Best practice: Solution 1 + Solution 2 hybrid. Each service produces with origin-service header. DLQ partitions by origin-service (key = origin-service). Replay consumer subscribes to global DLQ, filters by origin, routes accordingly.
Production at Amazon: AWS uses origin headers + metadata. DLQ messages include (origin-service, original-topic, error-code, timestamp). Automated routing determines which team should handle the replay.
  Follow-up: If origin-service header is missing (old message format), how do you handle backward compatibility? Should you infer origin from the message content or require header?


  Your consumer processes payment messages. Poison pill message causes consumer to crash. You fix the bug and restart the consumer. It immediately re-encounters the same poison pill and crashes again. Design a mechanism to skip poison pills after N failures.
  Auto-skip pattern: Implement a "skip after N errors" mechanism.
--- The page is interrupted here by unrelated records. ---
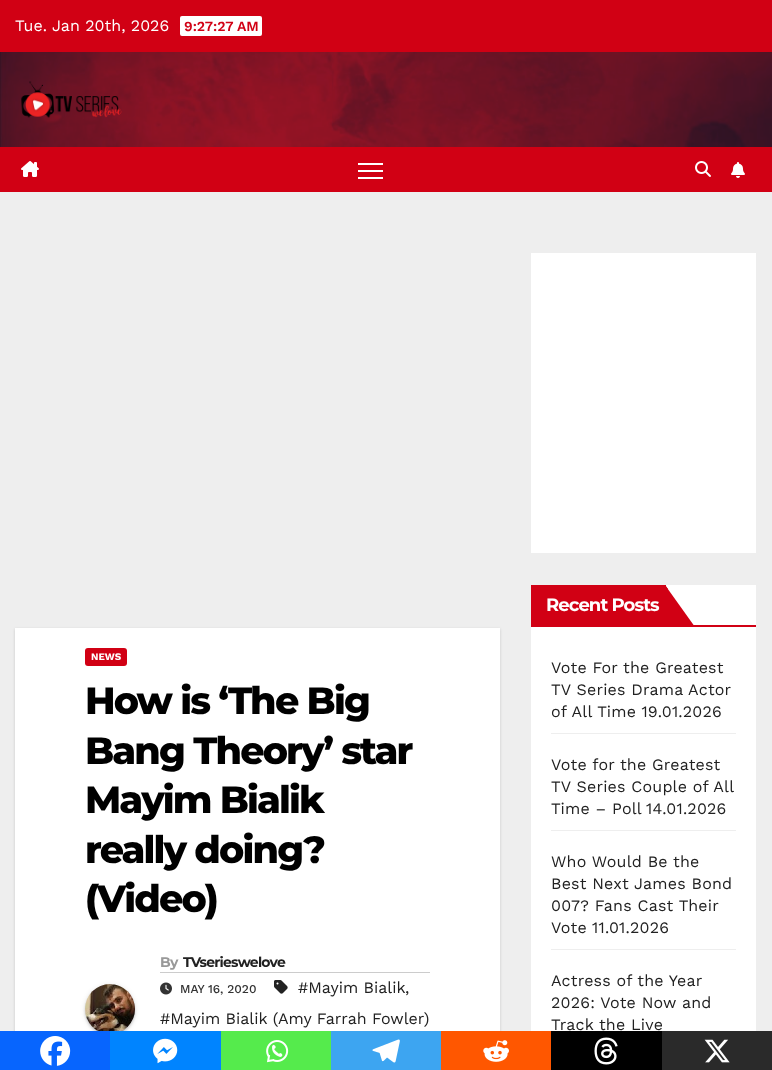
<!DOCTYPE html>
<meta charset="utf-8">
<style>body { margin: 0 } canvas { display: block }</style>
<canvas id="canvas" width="772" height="1070"></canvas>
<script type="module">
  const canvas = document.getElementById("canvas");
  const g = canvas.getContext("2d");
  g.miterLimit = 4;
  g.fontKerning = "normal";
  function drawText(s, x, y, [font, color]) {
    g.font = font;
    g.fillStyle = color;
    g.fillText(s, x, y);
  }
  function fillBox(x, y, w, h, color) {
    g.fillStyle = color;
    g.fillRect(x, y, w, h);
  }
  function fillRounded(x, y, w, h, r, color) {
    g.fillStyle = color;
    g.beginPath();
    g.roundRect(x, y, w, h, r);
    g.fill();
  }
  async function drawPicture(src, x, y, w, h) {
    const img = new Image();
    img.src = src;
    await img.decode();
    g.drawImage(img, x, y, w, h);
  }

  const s1 = ["16px Work Sans", "#FFFFFF"];
  const s2 = ["600 14px Work Sans", "#D10014"];
  const s3 = ["bold 10px Work Sans", "#FFFFFF"];
  const s4 = ["800 38px Montserrat", "#000000"];
  const s5 = ["bold 14px Montserrat", "#999999"];
  const s6 = ["bold 14px Montserrat", "#212121"];
  const s7 = ["16px Work Sans", "#212121"];
  const s8 = ["500 12px Work Sans", "#333333"];
  const s9 = ["bold 18px Montserrat", "#FFFFFF"];

  fillBox(0, 0, 772, 1070, "#EEEEEE");
  fillBox(0, 0, 772, 52, "#D10014");
  drawText("Tue. Jan 20th, 2026", 15, 31, s1);
  fillRounded(180, 16, 82, 20, 2, "#FFFFFF");
  drawText("9:27:27 AM", 184, 31, s2);
  await drawPicture("pic1.png", 0, 52, 772, 95);
  await drawPicture("pic2.png", 21, 81, 101, 37);
  fillBox(0, 147, 772, 45, "#D10014");
  await drawPicture("pic3.png", 21, 161, 18, 16);
  fillBox(358, 163, 25, 2, "#FFFFFF");
  fillBox(358, 170, 25, 2, "#FFFFFF");
  fillBox(358, 177, 25, 2, "#FFFFFF");
  await drawPicture("pic4.png", 695, 161, 16, 16);
  await drawPicture("pic5.png", 731, 162, 14, 16);
  g.fillStyle = "rgba(0, 0, 0, 0.15)";
  g.filter = "blur(1.5px)";
  g.beginPath();
  g.rect(15, 629, 485, 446);
  g.fill();
  g.filter = "none";
  fillBox(15, 628, 485, 403, "#FFFFFF");
  fillRounded(85, 648, 42, 18, 3, "#D10014");
  drawText("NEWS", 91, 660, s3);
  g.letterSpacing = "-1.9px";
  drawText("How is ‘The Big", 85, 714, s4);
  drawText("Bang Theory’ star", 85, 764, s4);
  drawText("Mayim Bialik", 85, 813, s4);
  drawText("really doing?", 85, 863, s4);
  drawText("(Video)", 85, 912, s4);
  g.fillStyle = "rgba(0, 0, 0, 0.12)";
  g.filter = "blur(2.5px)";
  g.beginPath();
  g.roundRect(85, 985, 50, 50, 25);
  g.fill();
  g.filter = "none";
  g.fillStyle = "rgba(0, 0, 0, 0.2)";
  g.filter = "blur(0.5px)";
  g.beginPath();
  g.roundRect(87, 989, 46, 46, 23);
  g.fill();
  g.filter = "none";
  g.fillStyle = "rgba(0, 0, 0, 0.14)";
  g.filter = "blur(1px)";
  g.beginPath();
  g.roundRect(85, 986, 50, 50, 25);
  g.fill();
  g.filter = "none";
  await drawPicture("pic6.png", 85, 984, 50, 47);
  fillBox(160, 972, 270, 1, "#CCCCCC");
  g.letterSpacing = "-0.75px";
  drawText("By", 160, 967, s5);
  drawText("TVserieswelove", 183, 967, s6);
  await drawPicture("pic7.png", 274, 980, 14, 14);
  g.letterSpacing = "0px";
  drawText("#Mayim Bialik", 298, 993, s7);
  drawText(",", 405, 993, s7);
  drawText("#Mayim Bialik (Amy Farrah Fowler)", 160, 1024, s7);
  await drawPicture("pic8.png", 160, 982, 12, 13);
  drawText("MAY 16, 2020", 180, 993, s8);
  fillBox(0, 1031, 110, 39, "#0765FE");
  await drawPicture("pic9.png", 40, 1036, 31, 30);
  fillBox(110, 1031, 111, 39, "#0084FF");
  await drawPicture("pic10.png", 153, 1038, 25, 26);
  fillBox(221, 1031, 110, 39, "#55EB4C");
  await drawPicture("pic11.png", 266, 1040, 23, 23);
  fillBox(331, 1031, 110, 39, "#3DA5F1");
  await drawPicture("pic12.png", 372, 1039, 28, 24);
  fillBox(441, 1031, 110, 39, "#FF5700");
  await drawPicture("pic13.png", 483, 1040, 26, 22);
  fillBox(551, 1031, 111, 39, "#000000");
  await drawPicture("pic14.png", 594, 1037, 24, 28);
  fillBox(662, 1031, 110, 39, "#2A2A2A");
  await drawPicture("pic15.png", 704, 1039, 26, 24);
  fillBox(531, 253, 225, 300, "#FFFFFF");
  fillBox(531, 585, 225, 446, "#FFFFFF");
  fillBox(531, 625, 225, 2, "#D10014");
  fillBox(531, 585, 135, 40, "#D10014");
  g.letterSpacing = "-0.9px";
  drawText("Recent Posts", 546, 611, s9);
  g.fillStyle = "#D10014";
  g.beginPath();
  g.moveTo(665, 585);
  g.lineTo(695, 627);
  g.lineTo(665, 627);
  g.closePath();
  g.fill();
  g.beginPath();
  g.moveTo(668, 589);
  g.lineTo(668, 624);
  g.lineTo(665, 627);
  g.lineTo(665, 585);
  g.closePath();
  g.fill();
  fillBox(551, 733, 185, 1, "#EEEEEE");
  g.letterSpacing = "0.2px";
  drawText("Vote For the Greatest", 551, 673, s7);
  drawText("TV Series Drama Actor", 551, 695, s7);
  drawText("of All Time 19.01.2026", 551, 717, s7);
  fillBox(551, 830, 185, 1, "#EEEEEE");
  drawText("Vote for the Greatest", 551, 770, s7);
  drawText("TV Series Couple of All", 551, 792, s7);
  drawText("Time – Poll", 551, 814, s7);
  drawText("14.01.2026", 646, 814, s7);
  fillBox(551, 949, 185, 1, "#EEEEEE");
  drawText("Who Would Be the", 551, 867, s7);
  drawText("Best Next James Bond", 551, 889, s7);
  drawText("007? Fans Cast Their", 551, 911, s7);
  drawText("Vote", 551, 933, s7);
  drawText("11.01.2026", 592, 933, s7);
  drawText("Actress of the Year", 551, 986, s7);
  drawText("2026: Vote Now and", 551, 1008, s7);
  drawText("Track the Live", 551, 1030, s7);
</script>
Track (topic, partition, offset, error-count) in a state store (RocksDB, cache, database). If same message fails N times, skip it (commit offset without processing) and send to DLQ.
Implementation:
Map<String, Integer> failureMap = new HashMap<>(); // key = "topic-partition-offset", value = error_count
String key = record.topic() + "-" + record.partition() + "-" + record.offset();
try {
  processMessage(record);
  failureMap.remove(key); // Success, clear failure count
} catch (Exception e) {
  int count = failureMap.getOrDefault(key, 0) + 1;
  if (count >= 3) {
    producer.send("payments-dlq", record); // Auto-skip to DLQ
    failureMap.remove(key);
  } else {
    failureMap.put(key, count);
    throw e; // Re-throw, consumer will retry on next poll
  }
}
Persistence: If consumer restarts, failure map is lost. To persist: store in a compacted state topic (offset-store). Every failure increment persists. On restart, replay state topic to rebuild failure map.
Trade-off: After skipping a poison pill, it's gone forever (sent to DLQ). If the bug is later fixed, the message isn't replayed automatically. Solution: DLQ retention is infinite (or very long), engineers can manually replay.
Production at Stripe: Payment processor uses skip-after-3 pattern. Prevents cascading failures. 99.9% of poison pills are skipped after 3 failures; only 0.1% require manual investigation.
  Follow-up: If you set N too low (N=1), every transient error sends to DLQ. If N too high (N=10), consumer stays crashed for long. How do you choose N dynamically based on error type?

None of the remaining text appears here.